* _PROBLEM TO SOLVE_: Every record below must be retyped exactly, with the pictures left out.

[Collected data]
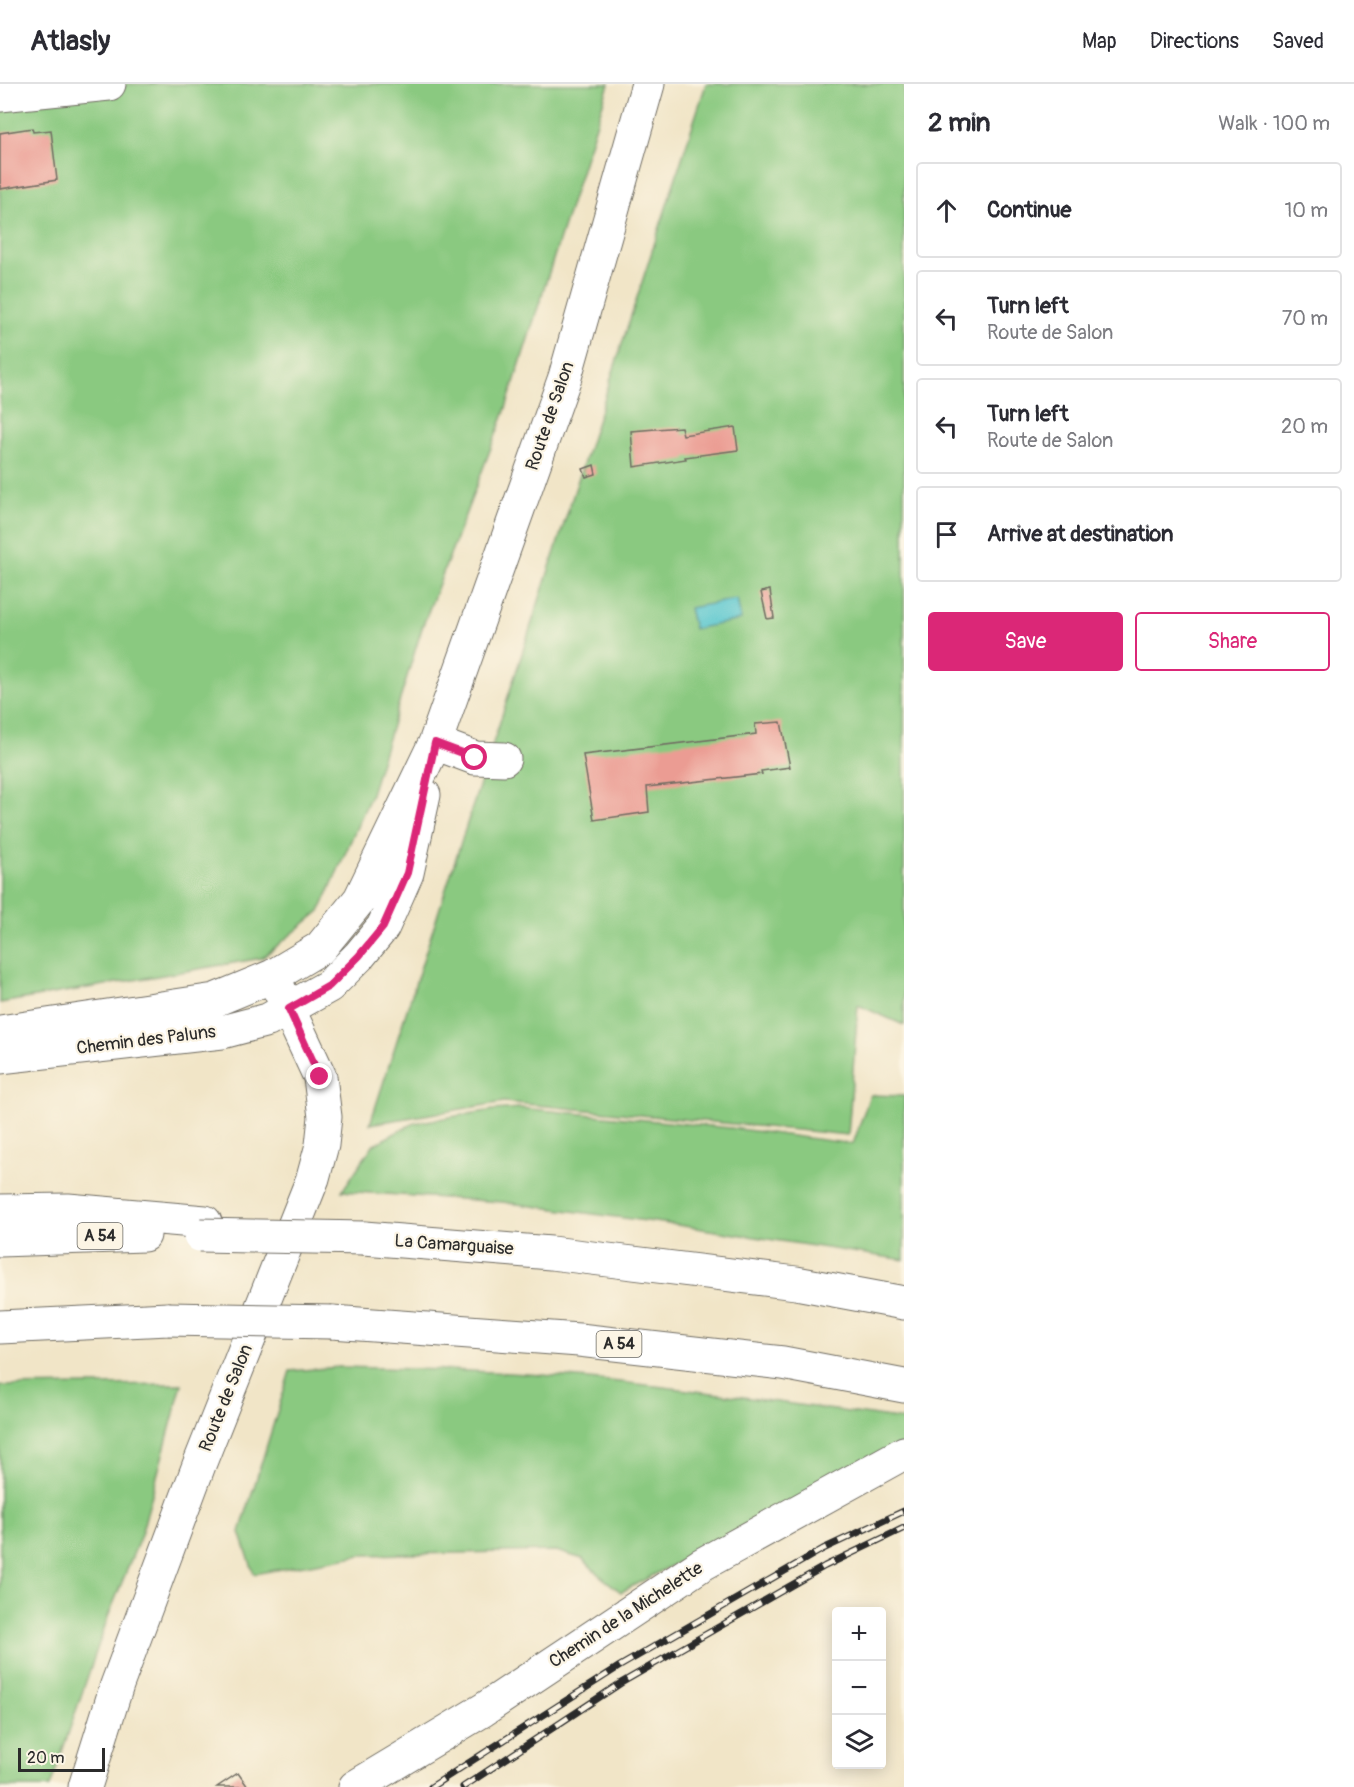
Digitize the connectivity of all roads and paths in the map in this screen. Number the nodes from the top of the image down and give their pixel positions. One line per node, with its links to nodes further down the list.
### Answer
1 (109, 84): 3 (main road)
2 (648, 84): 4 (main road, Route de Salon)
3 (0, 95)
4 (435, 743): 5 (main road); 6 (main road, Route de Salon); 7 (main road, Route de Salon)
5 (504, 759)
6 (273, 976): 7 (main road, Route de Salon); 8 (main road, Chemin des Paluns)
7 (289, 1009): 8 (main road, Chemin des Paluns); 18 (main road, Route de Salon)
8 (141, 1026): 9 (main road, Chemin des Paluns); 10 (main road, Chemin des Paluns)
9 (0, 1032)
10 (0, 1057)
11 (0, 1211): 12 (main road)
12 (202, 1228): 13 (main road, La Camarguaise / A 54); 14 (main road, La Camarguaise / A 54, bridge)
13 (0, 1240)
14 (904, 1303)
15 (0, 1327): 16 (main road, A 54, bridge)
16 (904, 1386)
17 (904, 1454): 19 (main road, Chemin de la Michelette)
18 (85, 1787)
19 (356, 1787)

* _TASK RESULT_:
Digitize the connectivity of all roads and paths in the map in this screen. Number the nodes from the top of the image down and give their pixel positions. One line per node, with its links to nodes further down the list.
### Answer
1 (109, 84): 3 (main road)
2 (648, 84): 4 (main road, Route de Salon)
3 (0, 95)
4 (435, 743): 5 (main road); 6 (main road, Route de Salon); 7 (main road, Route de Salon)
5 (504, 759)
6 (273, 976): 7 (main road, Route de Salon); 8 (main road, Chemin des Paluns)
7 (289, 1009): 8 (main road, Chemin des Paluns); 18 (main road, Route de Salon)
8 (141, 1026): 9 (main road, Chemin des Paluns); 10 (main road, Chemin des Paluns)
9 (0, 1032)
10 (0, 1057)
11 (0, 1211): 12 (main road)
12 (202, 1228): 13 (main road, La Camarguaise / A 54); 14 (main road, La Camarguaise / A 54, bridge)
13 (0, 1240)
14 (904, 1303)
15 (0, 1327): 16 (main road, A 54, bridge)
16 (904, 1386)
17 (904, 1454): 19 (main road, Chemin de la Michelette)
18 (85, 1787)
19 (356, 1787)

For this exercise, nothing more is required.